*** Opening of Provided data ***
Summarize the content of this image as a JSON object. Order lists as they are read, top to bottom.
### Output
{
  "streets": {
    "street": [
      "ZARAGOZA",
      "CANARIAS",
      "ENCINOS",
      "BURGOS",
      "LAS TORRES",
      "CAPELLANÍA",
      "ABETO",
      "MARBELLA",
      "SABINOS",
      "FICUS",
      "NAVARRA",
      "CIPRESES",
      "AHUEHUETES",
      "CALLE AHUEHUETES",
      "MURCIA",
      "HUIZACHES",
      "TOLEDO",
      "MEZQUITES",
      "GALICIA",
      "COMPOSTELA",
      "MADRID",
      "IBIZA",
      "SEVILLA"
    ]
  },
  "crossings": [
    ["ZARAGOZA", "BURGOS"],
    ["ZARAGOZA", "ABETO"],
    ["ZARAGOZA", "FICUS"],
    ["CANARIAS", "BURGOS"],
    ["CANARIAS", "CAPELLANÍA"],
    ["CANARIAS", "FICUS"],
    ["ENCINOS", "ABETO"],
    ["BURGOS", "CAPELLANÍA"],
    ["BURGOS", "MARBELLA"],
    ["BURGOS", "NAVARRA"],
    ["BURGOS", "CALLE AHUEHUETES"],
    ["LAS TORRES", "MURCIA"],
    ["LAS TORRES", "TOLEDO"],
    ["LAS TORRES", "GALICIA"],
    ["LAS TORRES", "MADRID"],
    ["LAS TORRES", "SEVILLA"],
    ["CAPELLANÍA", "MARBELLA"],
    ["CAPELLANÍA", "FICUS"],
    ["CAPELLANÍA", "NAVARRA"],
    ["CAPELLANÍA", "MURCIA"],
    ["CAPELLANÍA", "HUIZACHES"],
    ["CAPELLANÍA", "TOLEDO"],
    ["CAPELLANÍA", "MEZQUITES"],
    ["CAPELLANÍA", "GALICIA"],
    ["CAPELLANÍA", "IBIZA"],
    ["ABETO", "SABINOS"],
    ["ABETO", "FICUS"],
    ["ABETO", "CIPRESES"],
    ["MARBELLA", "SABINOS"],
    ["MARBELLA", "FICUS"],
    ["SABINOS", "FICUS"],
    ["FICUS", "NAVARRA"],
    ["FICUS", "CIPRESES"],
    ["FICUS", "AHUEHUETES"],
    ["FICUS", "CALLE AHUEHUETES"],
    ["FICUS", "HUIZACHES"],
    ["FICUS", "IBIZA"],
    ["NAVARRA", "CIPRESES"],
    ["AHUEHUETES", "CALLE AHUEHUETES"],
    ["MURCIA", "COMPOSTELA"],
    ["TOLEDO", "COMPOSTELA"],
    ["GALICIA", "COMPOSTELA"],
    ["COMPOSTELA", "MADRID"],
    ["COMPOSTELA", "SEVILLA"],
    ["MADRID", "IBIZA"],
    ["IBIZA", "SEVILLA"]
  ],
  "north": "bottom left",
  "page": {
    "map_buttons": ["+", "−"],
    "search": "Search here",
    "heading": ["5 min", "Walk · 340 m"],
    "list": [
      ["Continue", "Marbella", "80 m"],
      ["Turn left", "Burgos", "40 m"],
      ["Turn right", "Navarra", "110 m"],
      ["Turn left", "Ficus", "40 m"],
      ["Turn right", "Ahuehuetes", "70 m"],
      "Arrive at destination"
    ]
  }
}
*** Close of Provided data ***
● **Activity**:
Could you reproduce all of the entries above exactly?

● **Exercise response**:
Summarize the content of this image as a JSON object. Order lists as they are read, top to bottom.
### Output
{
  "streets": {
    "street": [
      "ZARAGOZA",
      "CANARIAS",
      "ENCINOS",
      "BURGOS",
      "LAS TORRES",
      "CAPELLANÍA",
      "ABETO",
      "MARBELLA",
      "SABINOS",
      "FICUS",
      "NAVARRA",
      "CIPRESES",
      "AHUEHUETES",
      "CALLE AHUEHUETES",
      "MURCIA",
      "HUIZACHES",
      "TOLEDO",
      "MEZQUITES",
      "GALICIA",
      "COMPOSTELA",
      "MADRID",
      "IBIZA",
      "SEVILLA"
    ]
  },
  "crossings": [
    ["ZARAGOZA", "BURGOS"],
    ["ZARAGOZA", "ABETO"],
    ["ZARAGOZA", "FICUS"],
    ["CANARIAS", "BURGOS"],
    ["CANARIAS", "CAPELLANÍA"],
    ["CANARIAS", "FICUS"],
    ["ENCINOS", "ABETO"],
    ["BURGOS", "CAPELLANÍA"],
    ["BURGOS", "MARBELLA"],
    ["BURGOS", "NAVARRA"],
    ["BURGOS", "CALLE AHUEHUETES"],
    ["LAS TORRES", "MURCIA"],
    ["LAS TORRES", "TOLEDO"],
    ["LAS TORRES", "GALICIA"],
    ["LAS TORRES", "MADRID"],
    ["LAS TORRES", "SEVILLA"],
    ["CAPELLANÍA", "MARBELLA"],
    ["CAPELLANÍA", "FICUS"],
    ["CAPELLANÍA", "NAVARRA"],
    ["CAPELLANÍA", "MURCIA"],
    ["CAPELLANÍA", "HUIZACHES"],
    ["CAPELLANÍA", "TOLEDO"],
    ["CAPELLANÍA", "MEZQUITES"],
    ["CAPELLANÍA", "GALICIA"],
    ["CAPELLANÍA", "IBIZA"],
    ["ABETO", "SABINOS"],
    ["ABETO", "FICUS"],
    ["ABETO", "CIPRESES"],
    ["MARBELLA", "SABINOS"],
    ["MARBELLA", "FICUS"],
    ["SABINOS", "FICUS"],
    ["FICUS", "NAVARRA"],
    ["FICUS", "CIPRESES"],
    ["FICUS", "AHUEHUETES"],
    ["FICUS", "CALLE AHUEHUETES"],
    ["FICUS", "HUIZACHES"],
    ["FICUS", "IBIZA"],
    ["NAVARRA", "CIPRESES"],
    ["AHUEHUETES", "CALLE AHUEHUETES"],
    ["MURCIA", "COMPOSTELA"],
    ["TOLEDO", "COMPOSTELA"],
    ["GALICIA", "COMPOSTELA"],
    ["COMPOSTELA", "MADRID"],
    ["COMPOSTELA", "SEVILLA"],
    ["MADRID", "IBIZA"],
    ["IBIZA", "SEVILLA"]
  ],
  "north": "bottom left",
  "page": {
    "map_buttons": ["+", "−"],
    "search": "Search here",
    "heading": ["5 min", "Walk · 340 m"],
    "list": [
      ["Continue", "Marbella", "80 m"],
      ["Turn left", "Burgos", "40 m"],
      ["Turn right", "Navarra", "110 m"],
      ["Turn left", "Ficus", "40 m"],
      ["Turn right", "Ahuehuetes", "70 m"],
      "Arrive at destination"
    ]
  }
}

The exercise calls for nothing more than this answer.